I can point absolutely to examples of writing by white women which are tone deaf to the lives of black women - the corporate 'lean in' Sheryl Sandberg type - but by and large those aren't serious feminist writers or theorists, though of course they have an impact on the wider culture. They're most often tone deaf to the lives of nearly all women apart from a small number of educated American/Anglophone women.
It might be that we need to know whether "white feminism" represents an actual trend in feminist writing. Or is it a shorthand for "racism by white women"? In which case I would think that isn't feminism per se, though we need a thread on that too so that posters can share their experiences and we can read them.
It might be a term that started out as a way of reorienting feminist objectives to focus more fully on race - however, it has also now become a convenient way for lots of people to dismiss feminist women or feminist concerns more generally, or types of feminism they don't like for whatever reason.
We also ought to be concerned at how easy it is for some people to use it to dismiss black feminists (in an echo of the "Uncle Tom" trope), when they articulate issues of FGM, sex-based rights and maternity rights that impact on black women's bodies; OR any kind of GC/sex-based rights feminism, white or not, which prioritises women's material experiences, the economic impacts of childcare and motherhood, sexual violence and porn. My students are nearly all privileged young white women, but they will also routinely use the term "white feminism" to dismiss any feminism that is concerned with those issues, or is perceived by them as being not "modern" (sex-positive pro-trans pro-porn pro "kink") feminism. Anything that deals with the economic impacts of motherhood, childcare, the damaging and dehumanising effects of pornography, or the subordination of women's bodies to men is regarded automatically as old and boring and not young and sexy and relevant to their lives. That seems to me to be highly counterproductive and just recirculates misogyny.
All this is not to negate the lived experiences of black women. I fully appreciate that "white feminism" is a term that means something specific to them. As a term it's also now escaped that, though, and is routinely used to dismiss women and feminism more broadly - especially when it has been happily co-opted by white men as a stick to beat any women with if they step out of the party line of "approved" thinking (centring men in feminism, etc.). It's in that context that I have experienced it; and ironically it's now used to dismiss a long history of feminist writing by women of all races, as well as individual black women when their concerns don't intersect with those perceived to be the "permitted" forms of contemporary feminism.
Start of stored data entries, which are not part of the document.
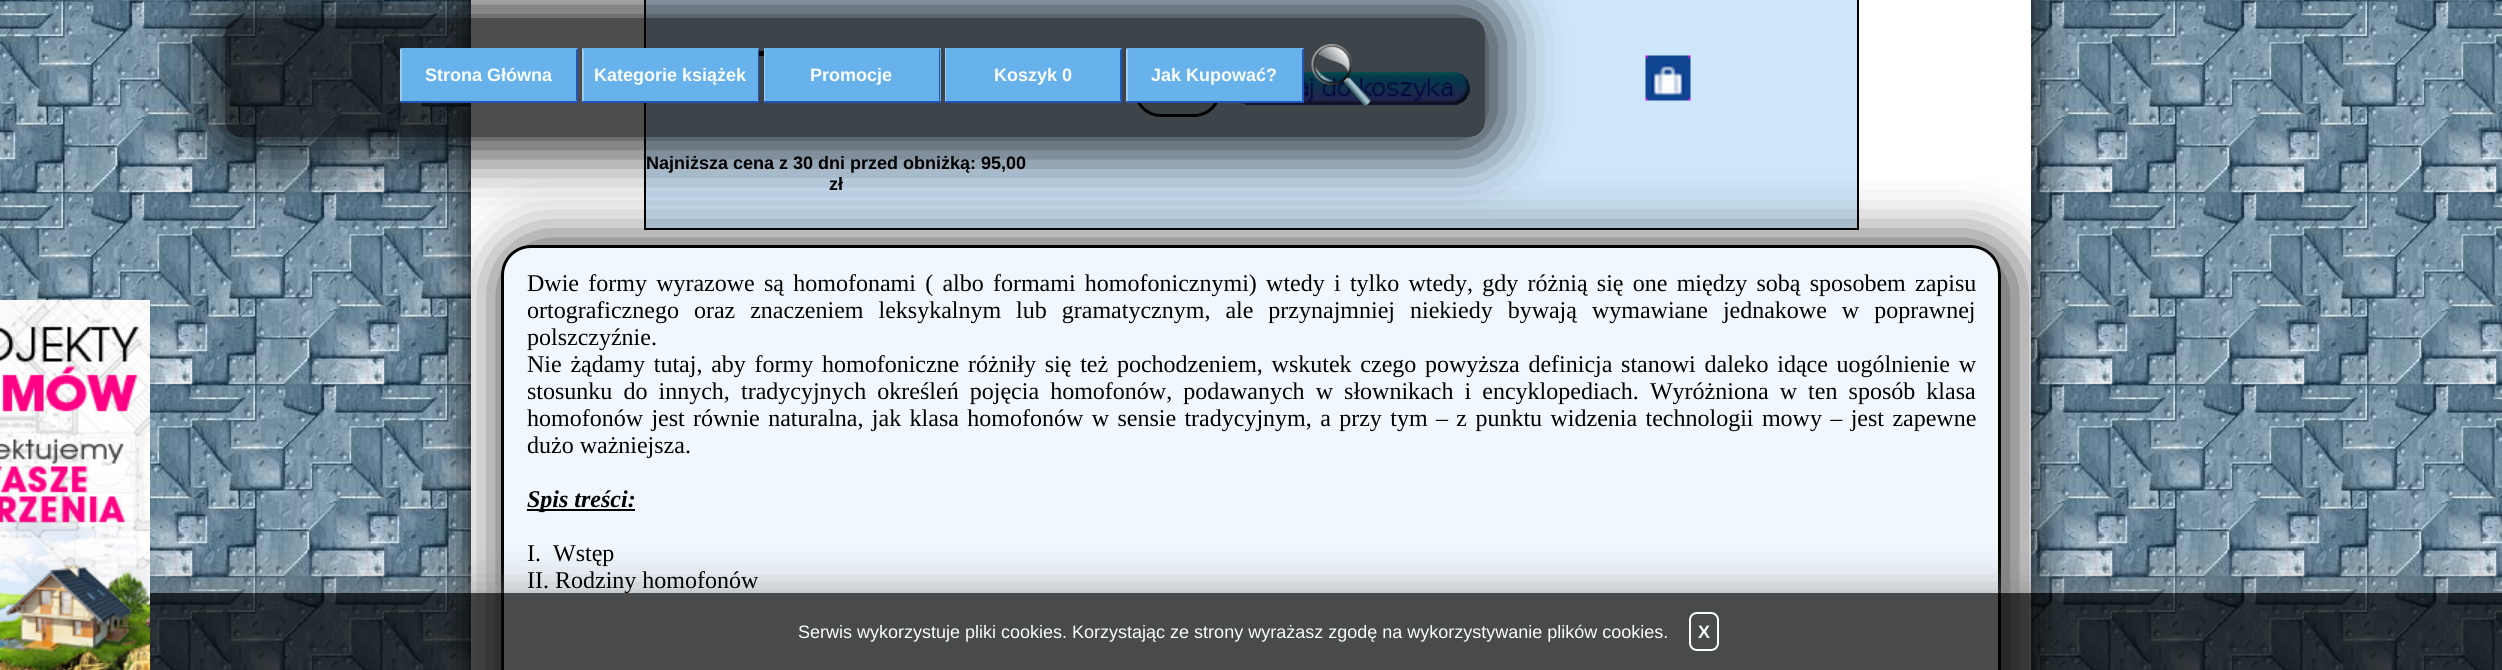 import math
import cairo

surface = cairo.ImageSurface(cairo.FORMAT_RGB24, 2502, 670)
ctx = cairo.Context(surface)
options = cairo.FontOptions()
options.set_hint_metrics(cairo.HINT_METRICS_OFF)
options.set_hint_style(cairo.HINT_STYLE_NONE)
ctx.set_font_options(options)
ctx.set_miter_limit(4)


def spaced_text(x, y, s, letter, word):
    ctx.move_to(x, y)
    for ch in s:
        ctx.show_text(ch)
        ctx.rel_move_to(letter + word * (ch == ' '), 0)


def round_rect(x, y, w, h, r):
    ctx.new_sub_path()
    for i, (u, v) in enumerate([(x + w - r, y + h - r), (x + r, y + h - r), (x + r, y + r), (x + w - r, y + r)]):
        ctx.arc(u, v, r, i * math.pi / 2, (i + 1) * math.pi / 2)
    ctx.close_path()


def shadow(x, y, w, h, r, blur, alpha):
    ctx.push_group_with_content(cairo.CONTENT_ALPHA)
    ctx.set_operator(cairo.OPERATOR_SOURCE)
    for i in range(15, -16, -2):
        e = blur * i / 6
        if min(w, h) + 2 * e > 0:
            ctx.set_source_rgba(0, 0, 0, alpha * math.erfc((i - 1) / 8.5) / 2)
            round_rect(x - e, y - e, w + 2 * e, h + 2 * e, max(0, min(r + e + blur * .6, min(w, h) / 2 + e)))
            ctx.fill()
    ctx.mask(ctx.pop_group())


def picture(path, x, y, w, h):
    ctx.save()
    ctx.set_source_surface(cairo.ImageSurface.create_from_png(path), x, y)
    ctx.rectangle(x, y, w, h)
    ctx.fill()
    ctx.restore()


ctx.set_source_rgb(1, 1, 1)
ctx.paint()
picture("img1.png", 0, 0, 2502, 670)
ctx.set_source_rgb(0, 0, 0)
shadow(471, -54, 1560, 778, 0, 18, 1)
ctx.set_source_rgb(1, 1, 1)
ctx.rectangle(471, 0, 1560, 670)
ctx.fill()
ctx.set_source_rgb(0.808, 0.902, 0.976)
ctx.rectangle(646, 0, 1211, 228)
ctx.fill()
ctx.set_source_rgb(0, 0, 0)
ctx.rectangle(1857, 0, 2, 230)
ctx.fill()
ctx.rectangle(644, 228, 1215, 2)
ctx.fill()
ctx.rectangle(644, 0, 2, 230)
ctx.fill()
ctx.save()
ctx.rectangle(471, 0, 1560, 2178)
ctx.clip()
ctx.set_fill_rule(cairo.FILL_RULE_EVEN_ODD)
ctx.new_path()
ctx.move_to(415, 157)
ctx.line_to(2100, 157)
ctx.line_to(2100, 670)
ctx.line_to(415, 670)
ctx.close_path()
ctx.move_to(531, 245)
ctx.line_to(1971, 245)
ctx.curve_to(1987.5, 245, 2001, 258.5, 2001, 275)
ctx.line_to(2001, 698)
ctx.curve_to(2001, 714.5, 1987.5, 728, 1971, 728)
ctx.line_to(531, 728)
ctx.curve_to(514.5, 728, 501, 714.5, 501, 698)
ctx.line_to(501, 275)
ctx.curve_to(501, 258.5, 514.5, 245, 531, 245)
ctx.close_path()
ctx.clip()
ctx.set_source_rgb(0, 0, 0)
shadow(500, 242, 1515, 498, 38, 28, 0.75)
ctx.restore()
ctx.set_source_rgba(0.408, 0.698, 0.925, 0.1)
round_rect(502.5, 246.5, 1497, 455, 28.5)
ctx.fill_preserve()
ctx.set_source_rgb(0, 0, 0)
ctx.set_line_width(3)
ctx.stroke()
ctx.save()
ctx.rectangle(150, 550, 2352, 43)
ctx.clip()
ctx.set_source_rgb(0.502, 0.502, 0.502)
shadow(0, 593, 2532, 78, 0, 22.5, 0.7)
ctx.restore()
picture("img2.png", 0, 300, 150, 370)
ctx.set_source_rgb(0.769, 0.851, 0.914)
round_rect(1135.5, 64.5, 84, 51, 25.5)
ctx.fill_preserve()
ctx.set_source_rgb(0, 0, 0)
ctx.stroke()
picture("img4.png", 1240, 71, 230, 34)
ctx.rectangle(752, 51, 12, 5)
ctx.fill()
ctx.save()
ctx.set_fill_rule(cairo.FILL_RULE_EVEN_ODD)
ctx.new_path()
ctx.move_to(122, 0)
ctx.line_to(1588, 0)
ctx.line_to(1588, 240)
ctx.line_to(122, 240)
ctx.close_path()
ctx.move_to(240, 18)
ctx.line_to(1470, 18)
ctx.curve_to(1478.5, 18, 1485, 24.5, 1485, 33)
ctx.line_to(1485, 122)
ctx.curve_to(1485, 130.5, 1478.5, 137, 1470, 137)
ctx.line_to(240, 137)
ctx.curve_to(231.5, 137, 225, 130.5, 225, 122)
ctx.line_to(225, 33)
ctx.curve_to(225, 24.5, 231.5, 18, 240, 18)
ctx.close_path()
ctx.clip()
ctx.set_source_rgb(0, 0, 0)
shadow(207, 0, 1296, 155, 33, 28, 0.75)
ctx.restore()
ctx.set_source_rgba(0, 0, 0, 0.7)
round_rect(225, 18, 1260, 119, 15)
ctx.fill()
ctx.set_source_rgb(0.408, 0.698, 0.925)
ctx.rectangle(401, 48, 177, 53)
ctx.fill()
ctx.set_source_rgb(0.133, 0.333, 0.733)
ctx.new_path()
ctx.move_to(578, 48)
ctx.line_to(578, 102)
ctx.line_to(576, 100)
ctx.line_to(576, 50)
ctx.close_path()
ctx.fill()
ctx.rectangle(401, 101, 177, 2)
ctx.fill()
ctx.set_source_rgb(0.6, 0.8, 0.933)
ctx.new_path()
ctx.move_to(400, 102)
ctx.line_to(400, 48)
ctx.line_to(402, 50)
ctx.line_to(402, 100)
ctx.close_path()
ctx.fill()
ctx.select_font_face("Liberation Sans", cairo.FONT_SLANT_NORMAL, cairo.FONT_WEIGHT_BOLD)
ctx.set_font_size(18)
ctx.set_source_rgb(0.98, 0.992, 0.996)
ctx.move_to(425, 81)
ctx.show_text("Strona Główna")
ctx.set_source_rgb(0.408, 0.698, 0.925)
ctx.rectangle(582, 48, 177, 53)
ctx.fill()
ctx.set_source_rgb(0.133, 0.333, 0.733)
ctx.new_path()
ctx.move_to(759, 48)
ctx.line_to(759, 102)
ctx.line_to(758, 100)
ctx.line_to(758, 50)
ctx.close_path()
ctx.fill()
ctx.rectangle(582, 101, 177, 2)
ctx.fill()
ctx.set_source_rgb(0.6, 0.8, 0.933)
ctx.new_path()
ctx.move_to(582, 102)
ctx.line_to(582, 48)
ctx.line_to(584, 50)
ctx.line_to(584, 100)
ctx.close_path()
ctx.fill()
ctx.set_source_rgb(0.98, 0.992, 0.996)
ctx.move_to(594, 81)
ctx.show_text("Kategorie książek")
ctx.set_source_rgb(0.408, 0.698, 0.925)
ctx.rectangle(764, 48, 177, 53)
ctx.fill()
ctx.set_source_rgb(0.133, 0.333, 0.733)
ctx.new_path()
ctx.move_to(940, 48)
ctx.line_to(940, 102)
ctx.line_to(939, 100)
ctx.line_to(939, 50)
ctx.close_path()
ctx.fill()
ctx.rectangle(764, 101, 177, 2)
ctx.fill()
ctx.set_source_rgb(0.6, 0.8, 0.933)
ctx.new_path()
ctx.move_to(764, 102)
ctx.line_to(764, 48)
ctx.line_to(765, 50)
ctx.line_to(765, 100)
ctx.close_path()
ctx.fill()
ctx.set_source_rgb(0.98, 0.992, 0.996)
ctx.move_to(810, 81)
ctx.show_text("Promocje")
ctx.set_source_rgb(0.408, 0.698, 0.925)
ctx.rectangle(945, 48, 177, 53)
ctx.fill()
ctx.set_source_rgb(0.133, 0.333, 0.733)
ctx.new_path()
ctx.move_to(1122, 48)
ctx.line_to(1122, 102)
ctx.line_to(1120, 100)
ctx.line_to(1120, 50)
ctx.close_path()
ctx.fill()
ctx.rectangle(945, 101, 177, 2)
ctx.fill()
ctx.set_source_rgb(0.6, 0.8, 0.933)
ctx.new_path()
ctx.move_to(945, 102)
ctx.line_to(945, 48)
ctx.line_to(946, 50)
ctx.line_to(946, 100)
ctx.close_path()
ctx.fill()
ctx.set_source_rgb(0.98, 0.992, 0.996)
ctx.move_to(994, 81)
ctx.show_text("Koszyk 0")
ctx.set_source_rgb(0.408, 0.698, 0.925)
ctx.rectangle(1127, 48, 177, 53)
ctx.fill()
ctx.set_source_rgb(0.133, 0.333, 0.733)
ctx.new_path()
ctx.move_to(1304, 48)
ctx.line_to(1304, 102)
ctx.line_to(1302, 100)
ctx.line_to(1302, 50)
ctx.close_path()
ctx.fill()
ctx.rectangle(1127, 101, 177, 2)
ctx.fill()
ctx.set_source_rgb(0.6, 0.8, 0.933)
ctx.new_path()
ctx.move_to(1126, 102)
ctx.line_to(1126, 48)
ctx.line_to(1128, 50)
ctx.line_to(1128, 100)
ctx.close_path()
ctx.fill()
ctx.set_source_rgb(0.98, 0.992, 0.996)
ctx.move_to(1151, 81)
ctx.show_text("Jak Kupować?")
picture("img3.png", 1311, 43, 60, 64)
picture("img5.png", 1645, 55, 46, 46)
ctx.set_source_rgb(0, 0, 0)
ctx.move_to(646, 169)
ctx.show_text("Najniższa cena z 30 dni przed obniżką: 95,00")
ctx.move_to(829, 190)
ctx.show_text("zł")
ctx.select_font_face("Liberation Serif")
ctx.set_font_size(24)
spaced_text(527, 291, "Dwie formy wyrazowe są homofonami ( albo formami homofonicznymi) wtedy i tylko wtedy, gdy różnią się one między sobą sposobem zapisu", 0, 3.25)
spaced_text(527, 318, "ortograficznego oraz znaczeniem leksykalnym lub gramatycznym, ale przynajmniej niekiedy bywają wymawiane jednakowe w poprawnej", 0, 9)
ctx.move_to(527, 345)
ctx.show_text("polszczyźnie.")
spaced_text(527, 372, "Nie żądamy tutaj, aby formy homofoniczne różniły się też pochodzeniem, wskutek czego powyższa definicja stanowi daleko idące uogólnienie w", 0, 2.75)
spaced_text(527, 399, "stosunku do innych, tradycyjnych określeń pojęcia homofonów, podawanych w słownikach i encyklopediach. Wyróżniona w ten sposób klasa", 0, 5.1)
spaced_text(527, 426, "homofonów jest równie naturalna, jak klasa homofonów w sensie tradycyjnym, a przy tym – z punktu widzenia technologii mowy – jest zapewne", 0, 2.4)
ctx.move_to(527, 453)
ctx.show_text("dużo ważniejsza.")
ctx.rectangle(527, 509, 108, 2)
ctx.fill()
ctx.select_font_face("Liberation Serif", cairo.FONT_SLANT_ITALIC, cairo.FONT_WEIGHT_BOLD)
ctx.move_to(527, 507)
ctx.show_text("Spis treści:")
ctx.select_font_face("Liberation Serif")
ctx.move_to(527, 561)
ctx.show_text("I.  Wstęp")
ctx.move_to(527, 588)
ctx.show_text("II. Rodziny homofonów")
ctx.set_source_rgba(0, 0, 0, 0.7)
ctx.rectangle(150, 593, 2352, 77)
ctx.fill()
ctx.select_font_face("Liberation Sans")
ctx.set_font_size(18)
ctx.set_source_rgb(0.98, 0.992, 0.996)
ctx.move_to(798, 638)
ctx.show_text("Serwis wykorzystuje pliki cookies. Korzystając ze strony wyrażasz zgodę na wykorzystywanie plików cookies.")
round_rect(1690, 613, 28, 37, 7)
ctx.set_line_width(2)
ctx.stroke()
ctx.select_font_face("Liberation Sans", cairo.FONT_SLANT_NORMAL, cairo.FONT_WEIGHT_BOLD)
ctx.move_to(1698, 638)
ctx.show_text("X")
surface.write_to_png("page.png")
These are all issues women should be talking together about. What do you think, for example, of the movement by transactivists to stop women talking about FGM or maternity care because it's "transphobic"? The are issues of huge importance to many women's lives globally, but they are in danger of being systematically erased. What about the impacts on poor women's healthcare of the situation in the NHS? Cuts in funding to DV and refuge services? Disappearance of legal aid? Removal of employment protections? These aren't sexy and exciting topics to most of the young women I've seen talking about "white feminism", but they are of huge importance to women's lives.